Sin embargo, sería absurdo no extraer ninguna lección de un año tan denso en males. Pues hay un cierto carácter iluminador en el mal al exacerbar las consecuencias de los errores. Y con ese principio explorador se pueden encontrar razones que alivien la desesperanza. En primer lugar, celebrar la fuerza de la democracia expulsando al nocivo Trump —un mal innecesario— y su estela de gravísimos asaltos a la convivencia. También la agilidad de la ciencia para proporcionar una vacuna, lo que debería resultar en un apoyo financiero del que ahora está huérfana. Aguzando la vista podemos advertir el enorme valor de la actitud mancomunada de la Unión Europea que, por fin, ha mostrado su unidad por encima de egoísmos impertinentes; con los grandes países de la región trascendiendo su pasado altivo para ir más allá de la perturbadora división norte-sur. Tal parece que 2020 ha provocado un salto hacia una Europa orgánica capaz de reaccionar a sus propios problemas; y esperemos que no tarde en poder actuar eficazmente ante los problemas del mundo con menos especulación y temor. Por otra parte, 2020 nos ha traído una mirada distinta hacia la naturaleza, que ha mostrado su capacidad de reaccionar haciendo daño, lo que debe activar nuevos mecanismos de anticipación.

Otra lección obligada es la precariedad social y, por tanto, la necesidad de evitar que las generaciones presentes paguen el precio del empobrecimiento porque no se comprenda la importancia de un reparto más equilibrado de la renta, y la necesidad de evitar que las futuras generaciones encuentren su progreso tapiado al afrontar el pago de una deuda inalcanzable. Este año también ha demostrado la madurez de Internet para transformar las relaciones laborales. Potencia ante la que habrá que estar alerta porque revolucionará la vida en positivo, con el teletrabajo y su influencia en la casi eliminación del transporte contaminante de millones de personas de casa a sus puestos laborales, y, en negativo, con la precarización del empleo, que obligará a que el derecho laboral afile sus dientes para morder tan áspera fruta. También el derecho fiscal tendrá que afilar los suyos para abordar la complicada cuestión de los impuestos a los monopolizadores del flujo internacional de servicios en las redes telemáticas.

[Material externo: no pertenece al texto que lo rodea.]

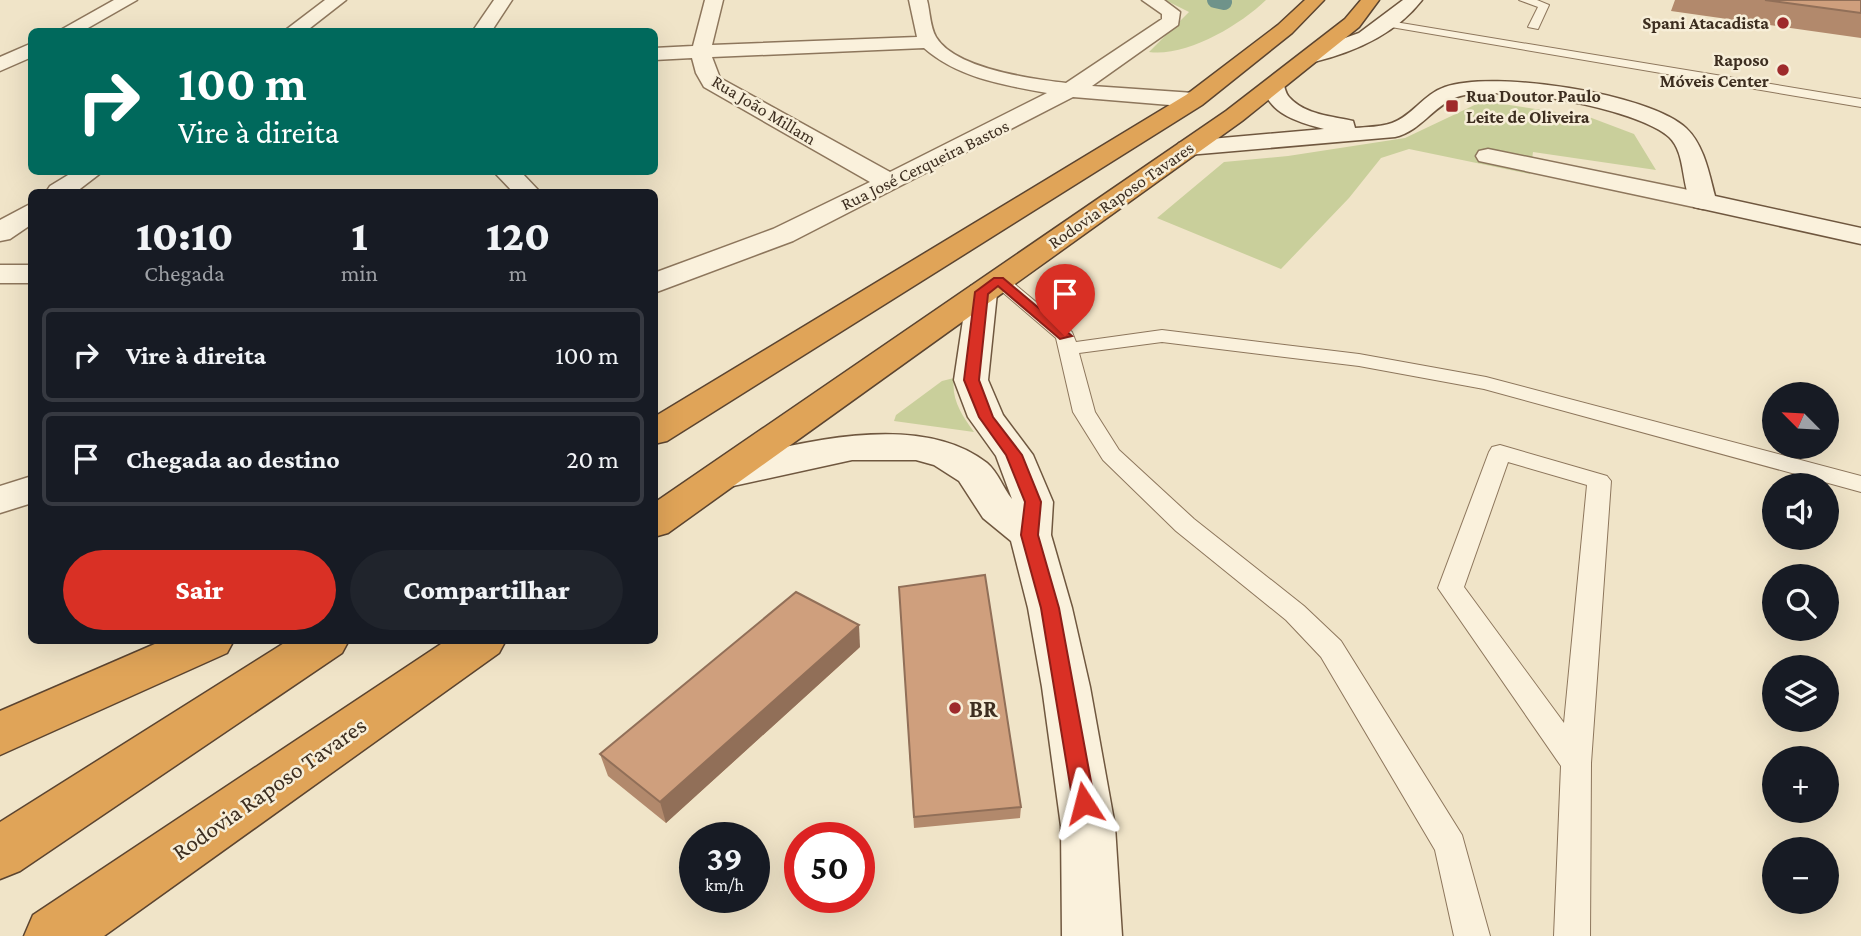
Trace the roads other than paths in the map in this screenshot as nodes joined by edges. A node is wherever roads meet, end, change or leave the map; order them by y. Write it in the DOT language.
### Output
graph roads {
  1 [pos="128,0"];
  2 [pos="337,0"];
  3 [pos="503,0"];
  4 [pos="714,0"];
  5 [pos="918,0"];
  6 [pos="1150,0"];
  7 [pos="1315,0"];
  8 [pos="1370,0"];
  9 [pos="1413,0"];
  10 [pos="1524,0"];
  11 [pos="1389,24"];
  12 [pos="1534,27"];
  13 [pos="74,28"];
  14 [pos="298,28"];
  15 [pos="484,28"];
  16 [pos="929,42"];
  17 [pos="701,52"];
  18 [pos="658,54"];
  19 [pos="1310,57"];
  20 [pos="1274,86"];
  21 [pos="1069,91"];
  22 [pos="1194,100"];
  23 [pos="1861,103"];
  24 [pos="1399,129"];
  25 [pos="1143,132"];
  26 [pos="1188,148"];
  27 [pos="1488,156"];
  28 [pos="84,175"];
  29 [pos="510,175"];
  30 [pos="890,183"];
  31 [pos="64,189"];
  32 [pos="524,189"];
  33 [pos="1703,201"];
  34 [pos="28,214"];
  35 [pos="0,233"];
  36 [pos="1861,236"];
  37 [pos="0,274"];
  38 [pos="28,274"];
  39 [pos="658,282"];
  40 [pos="990,286"];
  41 [pos="1069,349"];
  42 [pos="658,431"];
  43 [pos="724,475"];
  44 [pos="1861,484"];
  45 [pos="28,490"];
  46 [pos="0,500"];
  47 [pos="658,520"];
  48 [pos="1030,535"];
  49 [pos="202,644"];
  50 [pos="320,644"];
  51 [pos="477,644"];
  52 [pos="0,734"];
  53 [pos="1576,763"];
  54 [pos="0,853"];
  55 [pos="54,936"];
  56 [pos="1092,936"];
  57 [pos="1472,936"];
  58 [pos="1572,936"];
  1 -- 13 [label="street"];
  2 -- 14 [label="street"];
  3 -- 15 [label="street"];
  4 -- 17 [label="street, Rua João Millam"];
  5 -- 16 [label="street"];
  6 -- 21 [label="street, Rua José Cerqueira Bastos"];
  7 -- 22 [label="highway, Rodovia Raposo Tavares"];
  8 -- 19 [label="highway, Rodovia Raposo Tavares"];
  9 -- 11 [label="street"];
  10 -- 12 [label="lane"];
  11 -- 19 [label="street"];
  11 -- 23 [label="lane"];
  16 -- 17 [label="street"];
  16 -- 21 [label="street"];
  17 -- 18 [label="street"];
  17 -- 30 [label="street, Rua João Millam"];
  19 -- 20 [label="highway, Rodovia Raposo Tavares"];
  20 -- 24 [label="street"];
  20 -- 26 [label="highway, Rodovia Raposo Tavares"];
  21 -- 22 [label="street"];
  21 -- 25 [label="street"];
  21 -- 30 [label="street, Rua José Cerqueira Bastos"];
  22 -- 25 [label="highway, Rodovia Raposo Tavares"];
  24 -- 26 [label="street"];
  24 -- 33 [label="street"];
  25 -- 42 [label="highway, Rodovia Raposo Tavares"];
  26 -- 40 [label="highway, Rodovia Raposo Tavares"];
  27 -- 33 [label="street"];
  28 -- 31 [label="street"];
  29 -- 32 [label="street"];
  30 -- 39 [label="street, Rua José Cerqueira Bastos"];
  33 -- 36 [label="street"];
  34 -- 35 [label="street"];
  37 -- 38 [label="street"];
  40 -- 41 [label="lane"];
  40 -- 43 [label="highway, Rodovia Raposo Tavares"];
  40 -- 48 [label="street"];
  41 -- 44 [label="lane"];
  41 -- 57 [label="lane"];
  43 -- 47 [label="highway, Rodovia Raposo Tavares"];
  43 -- 48 [label="street"];
  45 -- 46 [label="street"];
  48 -- 56 [label="street"];
  49 -- 52 [label="highway"];
  50 -- 54 [label="highway"];
  51 -- 55 [label="highway, Rodovia Raposo Tavares"];
  53 -- 53 [label="lane"];
  53 -- 58 [label="lane"];
}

Sin pretender ser exhaustivo, también es una lección que aprender de este infame año, nuestra perniciosa relación con la verdad, que se ha deteriorado extraordinariamente con la competencia que reciben los medios profesionales de comunicación del caos emotivo y tóxico consecuencia del mal uso de las redes sociales. Una deriva que se ha moderado por el deber de combatir la pandemia con información veraz. Pero se ha abierto una fisura por la que están saliendo a la luz capas subterráneas de carácter inculto y feroz que puede destruir nuestra civilización.

Finalmente, habría que mencionar el efecto subrepticio que haya podido ejercer en las almas fieles la impotencia de las religiones para ser algo más que consuelo. Una impotencia que, paradójicamente, se transforma en acciones dementes de pretendido dominio mundial a manos de quintacolumnistas del espíritu, como la situación de Francia pone de manifiesto, en su lucha por parar la influencia de imanes subversivos. Un aspecto éste, el espiritual, que se ha visto rehabilitado por la entereza mostrada por la sociedad ante tanta calamidad.

Estas lecciones deberían servir para mejorar nuestra condición de náufragos en un universo enigmático. Una situación precaria que debería llevarnos a creer con firmeza, tanto en la necesidad de cooperación entre grandes regiones geopolíticas como, a otra escala, a creer en el país de nuestras convicciones e ingenuidades. Si convenimos en que los errores son una riquísima fuente de información, veamos en los males, y 2020 ha sido pródigo en ellos, la oportunidad de una esperanza nueva basada en la alquimia de una razón emotiva capaz de transformar el plomo en oro.